__Task description__. Leave out the pictures and transcribe the rest of the records exactly.

==== Dataset excerpts

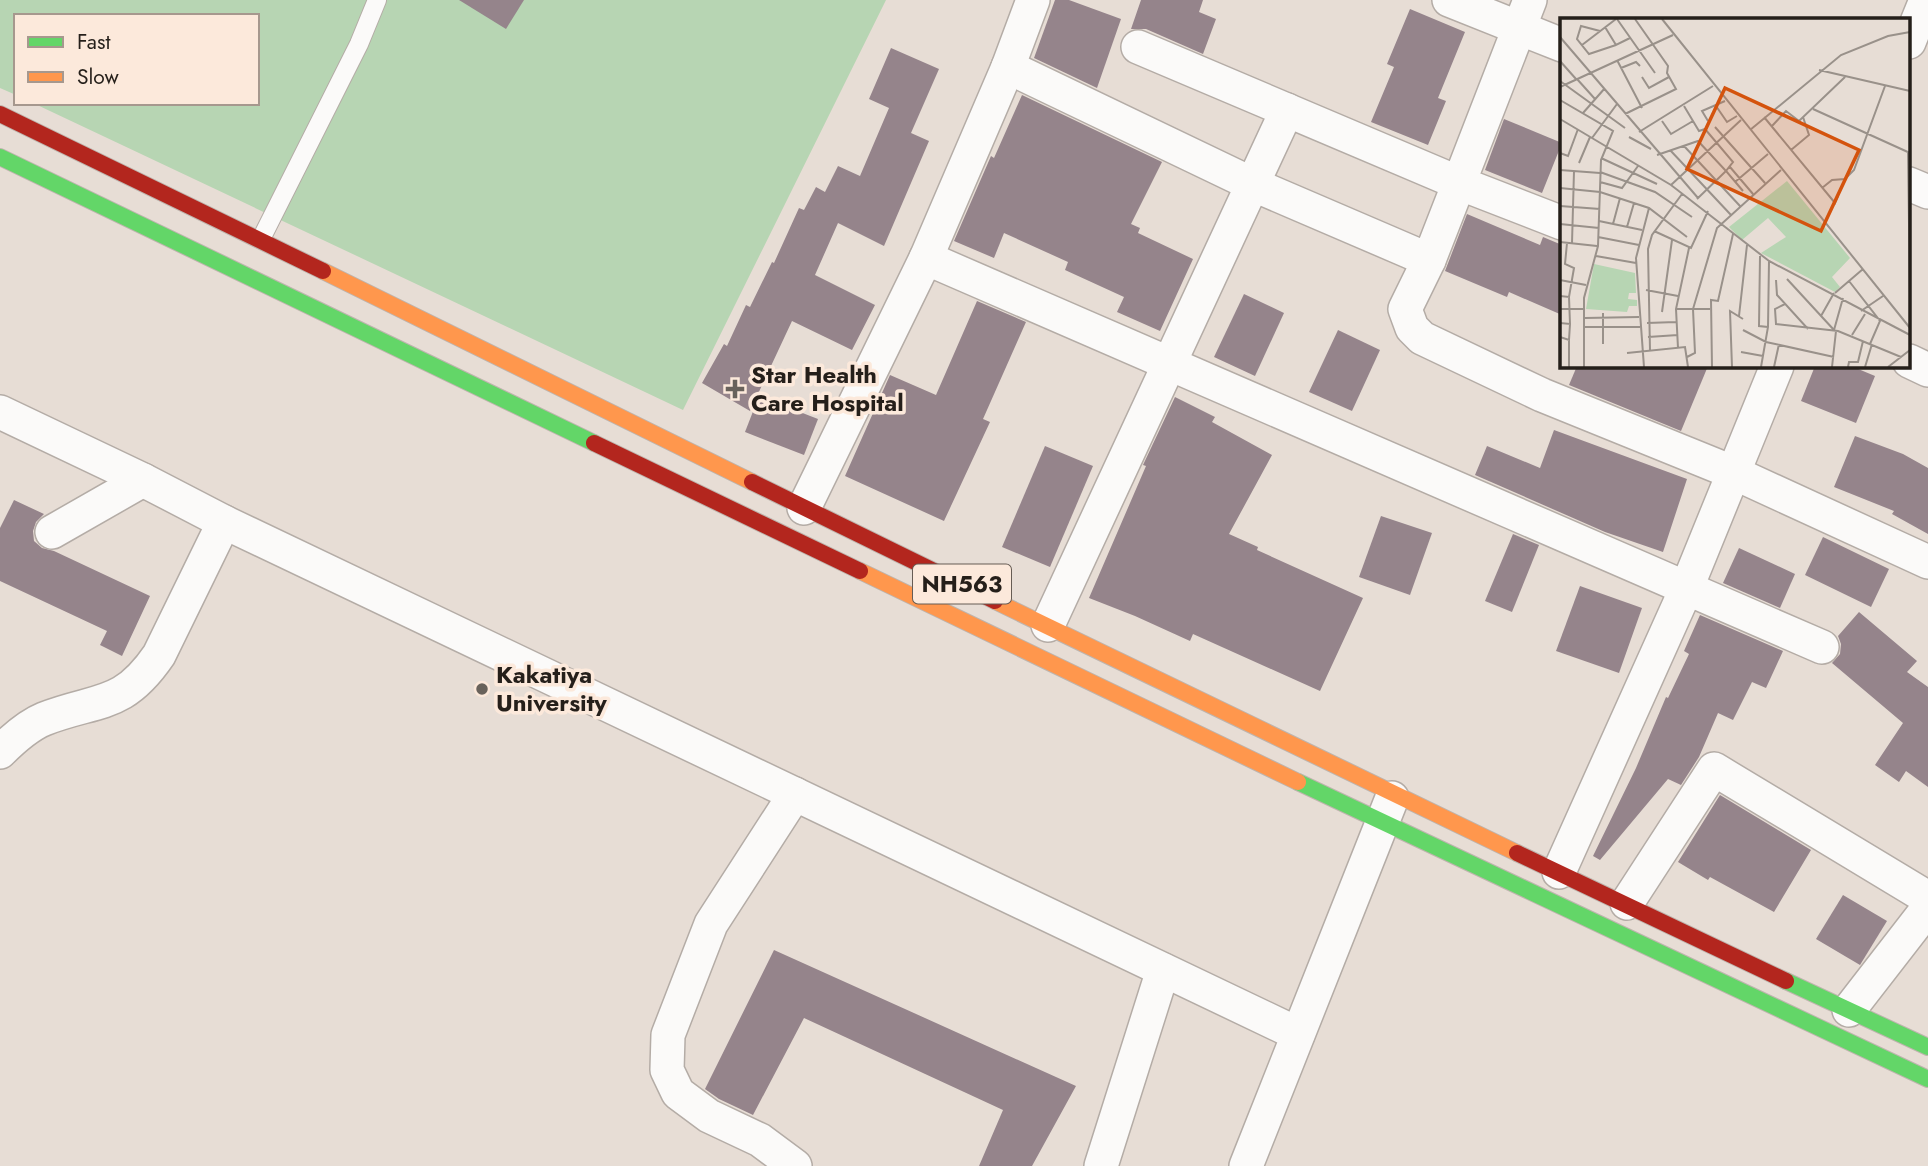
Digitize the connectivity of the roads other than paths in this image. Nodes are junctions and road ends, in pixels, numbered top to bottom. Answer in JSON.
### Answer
{"nodes":[{"id":1,"x":377,"y":0,"type":"edge"},
{"id":2,"x":1033,"y":0,"type":"edge"},
{"id":3,"x":1449,"y":0,"type":"edge"},
{"id":4,"x":1923,"y":2,"type":"edge"},
{"id":5,"x":1525,"y":14,"type":"edge"},
{"id":6,"x":1910,"y":39,"type":"edge"},
{"id":7,"x":1560,"y":43,"type":"edge"},
{"id":8,"x":1138,"y":47,"type":"dead end"},
{"id":9,"x":1008,"y":67,"type":"junction"},
{"id":10,"x":1287,"y":110,"type":"junction"},
{"id":11,"x":0,"y":114,"type":"edge"},
{"id":12,"x":0,"y":157,"type":"edge"},
{"id":13,"x":1459,"y":183,"type":"junction"},
{"id":14,"x":1252,"y":184,"type":"junction"},
{"id":15,"x":1910,"y":184,"type":"edge"},
{"id":16,"x":1928,"y":192,"type":"edge"},
{"id":17,"x":1560,"y":222,"type":"edge"},
{"id":18,"x":261,"y":239,"type":"junction"},
{"id":19,"x":926,"y":258,"type":"junction"},
{"id":20,"x":1429,"y":260,"type":"junction"},
{"id":21,"x":1910,"y":361,"type":"edge"},
{"id":22,"x":1168,"y":363,"type":"junction"},
{"id":23,"x":1776,"y":368,"type":"edge"},
{"id":24,"x":1928,"y":370,"type":"edge"},
{"id":25,"x":0,"y":412,"type":"edge"},
{"id":26,"x":1732,"y":472,"type":"junction"},
{"id":27,"x":143,"y":480,"type":"junction"},
{"id":28,"x":804,"y":508,"type":"junction"},
{"id":29,"x":224,"y":522,"type":"junction"},
{"id":30,"x":52,"y":532,"type":"dead end"},
{"id":31,"x":1928,"y":562,"type":"edge"},
{"id":32,"x":1687,"y":587,"type":"junction"},
{"id":33,"x":1048,"y":625,"type":"junction"},
{"id":34,"x":1822,"y":647,"type":"dead end"},
{"id":35,"x":0,"y":752,"type":"edge"},
{"id":36,"x":795,"y":794,"type":"junction"},
{"id":37,"x":1388,"y":808,"type":"junction"},
{"id":38,"x":1559,"y":872,"type":"junction"},
{"id":39,"x":1928,"y":898,"type":"edge"},
{"id":40,"x":1627,"y":904,"type":"junction"},
{"id":41,"x":1928,"y":908,"type":"edge"},
{"id":42,"x":1163,"y":970,"type":"junction"},
{"id":43,"x":1849,"y":1010,"type":"junction"},
{"id":44,"x":1298,"y":1034,"type":"junction"},
{"id":45,"x":1928,"y":1046,"type":"edge"},
{"id":46,"x":1928,"y":1079,"type":"edge"},
{"id":47,"x":795,"y":1166,"type":"edge"},
{"id":48,"x":1101,"y":1166,"type":"edge"},
{"id":49,"x":1246,"y":1166,"type":"edge"}],
"edges":[{"from":1,"to":18,"type":"lane"},
{"from":2,"to":9,"type":"street"},
{"from":3,"to":5,"type":"street"},
{"from":4,"to":6,"type":"street"},
{"from":5,"to":7,"type":"street"},
{"from":5,"to":13,"type":"street"},
{"from":8,"to":10,"type":"street"},
{"from":9,"to":14,"type":"street"},
{"from":9,"to":19,"type":"street"},
{"from":10,"to":13,"type":"street"},
{"from":10,"to":14,"type":"street"},
{"from":11,"to":18,"type":"highway","number":"NH563"},
{"from":12,"to":37,"type":"highway","number":"NH563"},
{"from":13,"to":17,"type":"street"},
{"from":13,"to":20,"type":"street"},
{"from":14,"to":20,"type":"street"},
{"from":14,"to":22,"type":"street"},
{"from":15,"to":16,"type":"street"},
{"from":18,"to":28,"type":"highway","number":"NH563"},
{"from":19,"to":22,"type":"street"},
{"from":19,"to":28,"type":"street"},
{"from":20,"to":26,"type":"street"},
{"from":21,"to":24,"type":"street"},
{"from":22,"to":32,"type":"street"},
{"from":22,"to":33,"type":"street"},
{"from":23,"to":26,"type":"street"},
{"from":25,"to":27,"type":"street"},
{"from":26,"to":31,"type":"street"},
{"from":26,"to":32,"type":"street"},
{"from":27,"to":29,"type":"street"},
{"from":27,"to":30,"type":"street"},
{"from":28,"to":33,"type":"highway","number":"NH563"},
{"from":29,"to":35,"type":"street"},
{"from":29,"to":36,"type":"street"},
{"from":32,"to":34,"type":"street"},
{"from":32,"to":38,"type":"street"},
{"from":33,"to":37,"type":"highway","number":"NH563"},
{"from":36,"to":42,"type":"street"},
{"from":36,"to":47,"type":"street"},
{"from":37,"to":38,"type":"highway","number":"NH563"},
{"from":37,"to":44,"type":"street"},
{"from":37,"to":46,"type":"highway","number":"NH563"},
{"from":38,"to":40,"type":"highway","number":"NH563"},
{"from":39,"to":40,"type":"street"},
{"from":40,"to":43,"type":"highway","number":"NH563"},
{"from":41,"to":43,"type":"street"},
{"from":42,"to":44,"type":"street"},
{"from":42,"to":48,"type":"street"},
{"from":43,"to":45,"type":"highway","number":"NH563"},
{"from":44,"to":49,"type":"street"}]}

========

__Written response__.
Digitize the connectivity of the roads other than paths in this image. Nodes are junctions and road ends, in pixels, numbered top to bottom. Answer in JSON.
### Answer
{"nodes":[{"id":1,"x":377,"y":0,"type":"edge"},
{"id":2,"x":1033,"y":0,"type":"edge"},
{"id":3,"x":1449,"y":0,"type":"edge"},
{"id":4,"x":1923,"y":2,"type":"edge"},
{"id":5,"x":1525,"y":14,"type":"edge"},
{"id":6,"x":1910,"y":39,"type":"edge"},
{"id":7,"x":1560,"y":43,"type":"edge"},
{"id":8,"x":1138,"y":47,"type":"dead end"},
{"id":9,"x":1008,"y":67,"type":"junction"},
{"id":10,"x":1287,"y":110,"type":"junction"},
{"id":11,"x":0,"y":114,"type":"edge"},
{"id":12,"x":0,"y":157,"type":"edge"},
{"id":13,"x":1459,"y":183,"type":"junction"},
{"id":14,"x":1252,"y":184,"type":"junction"},
{"id":15,"x":1910,"y":184,"type":"edge"},
{"id":16,"x":1928,"y":192,"type":"edge"},
{"id":17,"x":1560,"y":222,"type":"edge"},
{"id":18,"x":261,"y":239,"type":"junction"},
{"id":19,"x":926,"y":258,"type":"junction"},
{"id":20,"x":1429,"y":260,"type":"junction"},
{"id":21,"x":1910,"y":361,"type":"edge"},
{"id":22,"x":1168,"y":363,"type":"junction"},
{"id":23,"x":1776,"y":368,"type":"edge"},
{"id":24,"x":1928,"y":370,"type":"edge"},
{"id":25,"x":0,"y":412,"type":"edge"},
{"id":26,"x":1732,"y":472,"type":"junction"},
{"id":27,"x":143,"y":480,"type":"junction"},
{"id":28,"x":804,"y":508,"type":"junction"},
{"id":29,"x":224,"y":522,"type":"junction"},
{"id":30,"x":52,"y":532,"type":"dead end"},
{"id":31,"x":1928,"y":562,"type":"edge"},
{"id":32,"x":1687,"y":587,"type":"junction"},
{"id":33,"x":1048,"y":625,"type":"junction"},
{"id":34,"x":1822,"y":647,"type":"dead end"},
{"id":35,"x":0,"y":752,"type":"edge"},
{"id":36,"x":795,"y":794,"type":"junction"},
{"id":37,"x":1388,"y":808,"type":"junction"},
{"id":38,"x":1559,"y":872,"type":"junction"},
{"id":39,"x":1928,"y":898,"type":"edge"},
{"id":40,"x":1627,"y":904,"type":"junction"},
{"id":41,"x":1928,"y":908,"type":"edge"},
{"id":42,"x":1163,"y":970,"type":"junction"},
{"id":43,"x":1849,"y":1010,"type":"junction"},
{"id":44,"x":1298,"y":1034,"type":"junction"},
{"id":45,"x":1928,"y":1046,"type":"edge"},
{"id":46,"x":1928,"y":1079,"type":"edge"},
{"id":47,"x":795,"y":1166,"type":"edge"},
{"id":48,"x":1101,"y":1166,"type":"edge"},
{"id":49,"x":1246,"y":1166,"type":"edge"}],
"edges":[{"from":1,"to":18,"type":"lane"},
{"from":2,"to":9,"type":"street"},
{"from":3,"to":5,"type":"street"},
{"from":4,"to":6,"type":"street"},
{"from":5,"to":7,"type":"street"},
{"from":5,"to":13,"type":"street"},
{"from":8,"to":10,"type":"street"},
{"from":9,"to":14,"type":"street"},
{"from":9,"to":19,"type":"street"},
{"from":10,"to":13,"type":"street"},
{"from":10,"to":14,"type":"street"},
{"from":11,"to":18,"type":"highway","number":"NH563"},
{"from":12,"to":37,"type":"highway","number":"NH563"},
{"from":13,"to":17,"type":"street"},
{"from":13,"to":20,"type":"street"},
{"from":14,"to":20,"type":"street"},
{"from":14,"to":22,"type":"street"},
{"from":15,"to":16,"type":"street"},
{"from":18,"to":28,"type":"highway","number":"NH563"},
{"from":19,"to":22,"type":"street"},
{"from":19,"to":28,"type":"street"},
{"from":20,"to":26,"type":"street"},
{"from":21,"to":24,"type":"street"},
{"from":22,"to":32,"type":"street"},
{"from":22,"to":33,"type":"street"},
{"from":23,"to":26,"type":"street"},
{"from":25,"to":27,"type":"street"},
{"from":26,"to":31,"type":"street"},
{"from":26,"to":32,"type":"street"},
{"from":27,"to":29,"type":"street"},
{"from":27,"to":30,"type":"street"},
{"from":28,"to":33,"type":"highway","number":"NH563"},
{"from":29,"to":35,"type":"street"},
{"from":29,"to":36,"type":"street"},
{"from":32,"to":34,"type":"street"},
{"from":32,"to":38,"type":"street"},
{"from":33,"to":37,"type":"highway","number":"NH563"},
{"from":36,"to":42,"type":"street"},
{"from":36,"to":47,"type":"street"},
{"from":37,"to":38,"type":"highway","number":"NH563"},
{"from":37,"to":44,"type":"street"},
{"from":37,"to":46,"type":"highway","number":"NH563"},
{"from":38,"to":40,"type":"highway","number":"NH563"},
{"from":39,"to":40,"type":"street"},
{"from":40,"to":43,"type":"highway","number":"NH563"},
{"from":41,"to":43,"type":"street"},
{"from":42,"to":44,"type":"street"},
{"from":42,"to":48,"type":"street"},
{"from":43,"to":45,"type":"highway","number":"NH563"},
{"from":44,"to":49,"type":"street"}]}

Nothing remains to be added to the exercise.